-- Exercise aim --
Word for word, transcribe the lines from the one containing "Which roads connect" through the end of the entries, both included, and nothing else.

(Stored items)
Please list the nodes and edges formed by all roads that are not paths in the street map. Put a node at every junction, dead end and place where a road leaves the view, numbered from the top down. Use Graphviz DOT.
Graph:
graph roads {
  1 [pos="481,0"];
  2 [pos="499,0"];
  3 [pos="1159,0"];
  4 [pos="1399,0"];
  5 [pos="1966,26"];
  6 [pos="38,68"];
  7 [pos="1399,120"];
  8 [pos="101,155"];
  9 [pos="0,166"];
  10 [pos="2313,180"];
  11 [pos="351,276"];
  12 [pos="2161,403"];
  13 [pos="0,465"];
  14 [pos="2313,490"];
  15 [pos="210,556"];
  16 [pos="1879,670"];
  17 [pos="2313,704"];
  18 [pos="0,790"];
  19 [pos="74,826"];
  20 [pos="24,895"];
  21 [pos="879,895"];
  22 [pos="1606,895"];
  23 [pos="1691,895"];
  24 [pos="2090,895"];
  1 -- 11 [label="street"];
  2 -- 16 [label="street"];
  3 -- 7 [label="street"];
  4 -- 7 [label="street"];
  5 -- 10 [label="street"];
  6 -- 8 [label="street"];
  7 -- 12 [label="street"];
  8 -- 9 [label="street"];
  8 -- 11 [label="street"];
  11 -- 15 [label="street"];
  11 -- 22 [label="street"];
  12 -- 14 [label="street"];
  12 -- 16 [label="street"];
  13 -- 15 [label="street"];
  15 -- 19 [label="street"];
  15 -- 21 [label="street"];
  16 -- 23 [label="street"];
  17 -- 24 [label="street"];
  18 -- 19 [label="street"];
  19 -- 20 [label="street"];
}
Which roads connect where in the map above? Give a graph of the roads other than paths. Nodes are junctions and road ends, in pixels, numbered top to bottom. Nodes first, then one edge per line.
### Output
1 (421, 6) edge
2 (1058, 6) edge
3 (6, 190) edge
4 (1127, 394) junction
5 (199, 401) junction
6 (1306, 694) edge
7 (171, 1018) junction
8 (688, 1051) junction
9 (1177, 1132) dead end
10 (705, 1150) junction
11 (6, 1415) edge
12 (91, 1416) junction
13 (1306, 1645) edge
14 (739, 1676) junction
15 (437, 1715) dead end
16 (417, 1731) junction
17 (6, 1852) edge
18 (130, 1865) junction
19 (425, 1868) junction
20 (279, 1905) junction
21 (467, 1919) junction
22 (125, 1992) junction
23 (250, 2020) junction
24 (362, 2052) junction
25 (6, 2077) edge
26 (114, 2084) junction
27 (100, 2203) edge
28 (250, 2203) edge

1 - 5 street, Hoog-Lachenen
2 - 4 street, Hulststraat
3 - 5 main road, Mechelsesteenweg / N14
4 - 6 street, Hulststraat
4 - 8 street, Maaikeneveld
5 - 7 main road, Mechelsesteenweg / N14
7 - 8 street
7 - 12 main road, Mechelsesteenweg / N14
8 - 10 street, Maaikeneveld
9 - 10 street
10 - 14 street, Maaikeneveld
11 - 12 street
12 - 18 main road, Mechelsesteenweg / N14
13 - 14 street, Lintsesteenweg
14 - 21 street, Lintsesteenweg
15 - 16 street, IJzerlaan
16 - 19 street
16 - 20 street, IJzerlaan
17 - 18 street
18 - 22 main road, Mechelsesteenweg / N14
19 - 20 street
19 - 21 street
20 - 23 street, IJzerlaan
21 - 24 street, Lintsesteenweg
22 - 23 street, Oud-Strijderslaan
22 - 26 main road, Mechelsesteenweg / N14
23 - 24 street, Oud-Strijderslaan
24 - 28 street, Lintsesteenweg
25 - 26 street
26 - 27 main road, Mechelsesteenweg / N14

-- Result of the task --
Which roads connect where in the map above? Give a graph of the roads other than paths. Nodes are junctions and road ends, in pixels, numbered top to bottom. Nodes first, then one edge per line.
### Output
1 (421, 6) edge
2 (1058, 6) edge
3 (6, 190) edge
4 (1127, 394) junction
5 (199, 401) junction
6 (1306, 694) edge
7 (171, 1018) junction
8 (688, 1051) junction
9 (1177, 1132) dead end
10 (705, 1150) junction
11 (6, 1415) edge
12 (91, 1416) junction
13 (1306, 1645) edge
14 (739, 1676) junction
15 (437, 1715) dead end
16 (417, 1731) junction
17 (6, 1852) edge
18 (130, 1865) junction
19 (425, 1868) junction
20 (279, 1905) junction
21 (467, 1919) junction
22 (125, 1992) junction
23 (250, 2020) junction
24 (362, 2052) junction
25 (6, 2077) edge
26 (114, 2084) junction
27 (100, 2203) edge
28 (250, 2203) edge

1 - 5 street, Hoog-Lachenen
2 - 4 street, Hulststraat
3 - 5 main road, Mechelsesteenweg / N14
4 - 6 street, Hulststraat
4 - 8 street, Maaikeneveld
5 - 7 main road, Mechelsesteenweg / N14
7 - 8 street
7 - 12 main road, Mechelsesteenweg / N14
8 - 10 street, Maaikeneveld
9 - 10 street
10 - 14 street, Maaikeneveld
11 - 12 street
12 - 18 main road, Mechelsesteenweg / N14
13 - 14 street, Lintsesteenweg
14 - 21 street, Lintsesteenweg
15 - 16 street, IJzerlaan
16 - 19 street
16 - 20 street, IJzerlaan
17 - 18 street
18 - 22 main road, Mechelsesteenweg / N14
19 - 20 street
19 - 21 street
20 - 23 street, IJzerlaan
21 - 24 street, Lintsesteenweg
22 - 23 street, Oud-Strijderslaan
22 - 26 main road, Mechelsesteenweg / N14
23 - 24 street, Oud-Strijderslaan
24 - 28 street, Lintsesteenweg
25 - 26 street
26 - 27 main road, Mechelsesteenweg / N14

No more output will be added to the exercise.